**What you have to do:**
Please retype the data in full and exactly; the pictures are not part of the copy.

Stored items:
:::
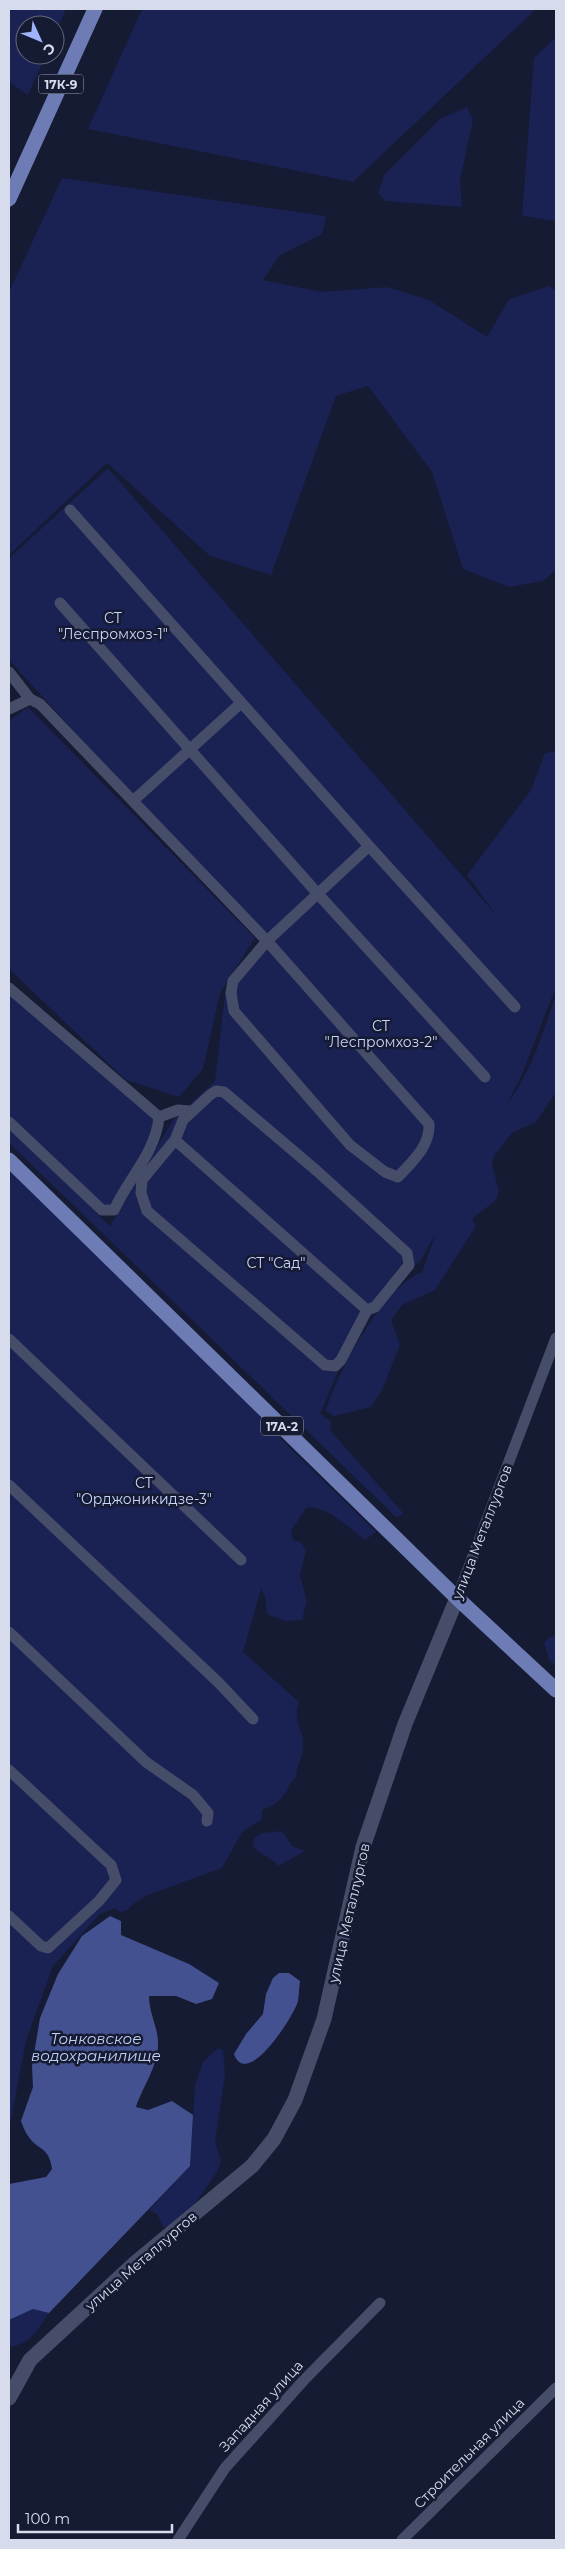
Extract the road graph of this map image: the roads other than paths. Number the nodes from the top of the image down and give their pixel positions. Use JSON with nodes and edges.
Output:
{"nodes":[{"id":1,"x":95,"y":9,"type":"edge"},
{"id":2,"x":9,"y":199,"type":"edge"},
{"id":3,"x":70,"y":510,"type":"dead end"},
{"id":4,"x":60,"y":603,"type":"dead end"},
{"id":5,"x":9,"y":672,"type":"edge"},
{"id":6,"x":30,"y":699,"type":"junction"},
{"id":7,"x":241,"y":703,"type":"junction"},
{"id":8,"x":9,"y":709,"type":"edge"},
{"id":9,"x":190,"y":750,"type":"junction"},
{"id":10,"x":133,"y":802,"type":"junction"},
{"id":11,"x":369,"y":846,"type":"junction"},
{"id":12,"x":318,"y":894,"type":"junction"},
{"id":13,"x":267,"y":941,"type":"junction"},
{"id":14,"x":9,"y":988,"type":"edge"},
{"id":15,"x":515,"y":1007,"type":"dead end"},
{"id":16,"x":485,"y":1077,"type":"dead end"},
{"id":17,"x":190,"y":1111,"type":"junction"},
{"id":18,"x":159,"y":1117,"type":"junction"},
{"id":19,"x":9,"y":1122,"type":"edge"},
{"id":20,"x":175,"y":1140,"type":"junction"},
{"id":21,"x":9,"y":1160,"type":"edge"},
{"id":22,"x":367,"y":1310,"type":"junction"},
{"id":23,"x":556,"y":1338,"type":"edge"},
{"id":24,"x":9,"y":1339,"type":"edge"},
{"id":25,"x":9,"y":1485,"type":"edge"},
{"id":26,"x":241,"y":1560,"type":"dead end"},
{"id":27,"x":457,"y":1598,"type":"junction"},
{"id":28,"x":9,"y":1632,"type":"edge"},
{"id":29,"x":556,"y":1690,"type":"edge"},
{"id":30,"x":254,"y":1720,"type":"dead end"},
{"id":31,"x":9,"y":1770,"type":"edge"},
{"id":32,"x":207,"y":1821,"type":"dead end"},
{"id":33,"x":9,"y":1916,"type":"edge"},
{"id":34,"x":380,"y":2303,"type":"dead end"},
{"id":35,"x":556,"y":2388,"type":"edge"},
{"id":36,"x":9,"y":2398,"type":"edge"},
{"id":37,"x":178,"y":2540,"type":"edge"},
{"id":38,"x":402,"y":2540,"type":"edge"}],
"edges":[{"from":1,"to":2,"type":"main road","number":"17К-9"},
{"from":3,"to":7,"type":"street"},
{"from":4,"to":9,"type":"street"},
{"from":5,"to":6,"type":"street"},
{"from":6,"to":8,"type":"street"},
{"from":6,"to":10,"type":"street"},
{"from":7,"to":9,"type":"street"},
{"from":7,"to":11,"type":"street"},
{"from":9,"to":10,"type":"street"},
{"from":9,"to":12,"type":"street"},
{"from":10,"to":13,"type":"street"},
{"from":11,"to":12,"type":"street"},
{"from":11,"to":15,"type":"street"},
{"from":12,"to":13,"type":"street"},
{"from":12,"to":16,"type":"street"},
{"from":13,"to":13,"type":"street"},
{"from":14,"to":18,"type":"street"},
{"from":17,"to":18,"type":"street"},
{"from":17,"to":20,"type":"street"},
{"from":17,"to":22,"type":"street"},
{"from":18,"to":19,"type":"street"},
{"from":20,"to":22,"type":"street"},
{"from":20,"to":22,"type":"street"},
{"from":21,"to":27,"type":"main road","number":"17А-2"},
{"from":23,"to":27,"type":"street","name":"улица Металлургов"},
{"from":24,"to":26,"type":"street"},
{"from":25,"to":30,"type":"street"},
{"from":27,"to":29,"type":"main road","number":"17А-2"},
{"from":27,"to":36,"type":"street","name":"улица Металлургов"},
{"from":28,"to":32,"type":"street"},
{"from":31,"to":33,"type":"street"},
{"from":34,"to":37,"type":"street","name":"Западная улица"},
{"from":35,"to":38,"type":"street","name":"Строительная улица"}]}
:::
**Solution:**
Extract the road graph of this map image: the roads other than paths. Number the nodes from the top of the image down and give their pixel positions. Use JSON with nodes and edges.
Output:
{"nodes":[{"id":1,"x":95,"y":9,"type":"edge"},
{"id":2,"x":9,"y":199,"type":"edge"},
{"id":3,"x":70,"y":510,"type":"dead end"},
{"id":4,"x":60,"y":603,"type":"dead end"},
{"id":5,"x":9,"y":672,"type":"edge"},
{"id":6,"x":30,"y":699,"type":"junction"},
{"id":7,"x":241,"y":703,"type":"junction"},
{"id":8,"x":9,"y":709,"type":"edge"},
{"id":9,"x":190,"y":750,"type":"junction"},
{"id":10,"x":133,"y":802,"type":"junction"},
{"id":11,"x":369,"y":846,"type":"junction"},
{"id":12,"x":318,"y":894,"type":"junction"},
{"id":13,"x":267,"y":941,"type":"junction"},
{"id":14,"x":9,"y":988,"type":"edge"},
{"id":15,"x":515,"y":1007,"type":"dead end"},
{"id":16,"x":485,"y":1077,"type":"dead end"},
{"id":17,"x":190,"y":1111,"type":"junction"},
{"id":18,"x":159,"y":1117,"type":"junction"},
{"id":19,"x":9,"y":1122,"type":"edge"},
{"id":20,"x":175,"y":1140,"type":"junction"},
{"id":21,"x":9,"y":1160,"type":"edge"},
{"id":22,"x":367,"y":1310,"type":"junction"},
{"id":23,"x":556,"y":1338,"type":"edge"},
{"id":24,"x":9,"y":1339,"type":"edge"},
{"id":25,"x":9,"y":1485,"type":"edge"},
{"id":26,"x":241,"y":1560,"type":"dead end"},
{"id":27,"x":457,"y":1598,"type":"junction"},
{"id":28,"x":9,"y":1632,"type":"edge"},
{"id":29,"x":556,"y":1690,"type":"edge"},
{"id":30,"x":254,"y":1720,"type":"dead end"},
{"id":31,"x":9,"y":1770,"type":"edge"},
{"id":32,"x":207,"y":1821,"type":"dead end"},
{"id":33,"x":9,"y":1916,"type":"edge"},
{"id":34,"x":380,"y":2303,"type":"dead end"},
{"id":35,"x":556,"y":2388,"type":"edge"},
{"id":36,"x":9,"y":2398,"type":"edge"},
{"id":37,"x":178,"y":2540,"type":"edge"},
{"id":38,"x":402,"y":2540,"type":"edge"}],
"edges":[{"from":1,"to":2,"type":"main road","number":"17К-9"},
{"from":3,"to":7,"type":"street"},
{"from":4,"to":9,"type":"street"},
{"from":5,"to":6,"type":"street"},
{"from":6,"to":8,"type":"street"},
{"from":6,"to":10,"type":"street"},
{"from":7,"to":9,"type":"street"},
{"from":7,"to":11,"type":"street"},
{"from":9,"to":10,"type":"street"},
{"from":9,"to":12,"type":"street"},
{"from":10,"to":13,"type":"street"},
{"from":11,"to":12,"type":"street"},
{"from":11,"to":15,"type":"street"},
{"from":12,"to":13,"type":"street"},
{"from":12,"to":16,"type":"street"},
{"from":13,"to":13,"type":"street"},
{"from":14,"to":18,"type":"street"},
{"from":17,"to":18,"type":"street"},
{"from":17,"to":20,"type":"street"},
{"from":17,"to":22,"type":"street"},
{"from":18,"to":19,"type":"street"},
{"from":20,"to":22,"type":"street"},
{"from":20,"to":22,"type":"street"},
{"from":21,"to":27,"type":"main road","number":"17А-2"},
{"from":23,"to":27,"type":"street","name":"улица Металлургов"},
{"from":24,"to":26,"type":"street"},
{"from":25,"to":30,"type":"street"},
{"from":27,"to":29,"type":"main road","number":"17А-2"},
{"from":27,"to":36,"type":"street","name":"улица Металлургов"},
{"from":28,"to":32,"type":"street"},
{"from":31,"to":33,"type":"street"},
{"from":34,"to":37,"type":"street","name":"Западная улица"},
{"from":35,"to":38,"type":"street","name":"Строительная улица"}]}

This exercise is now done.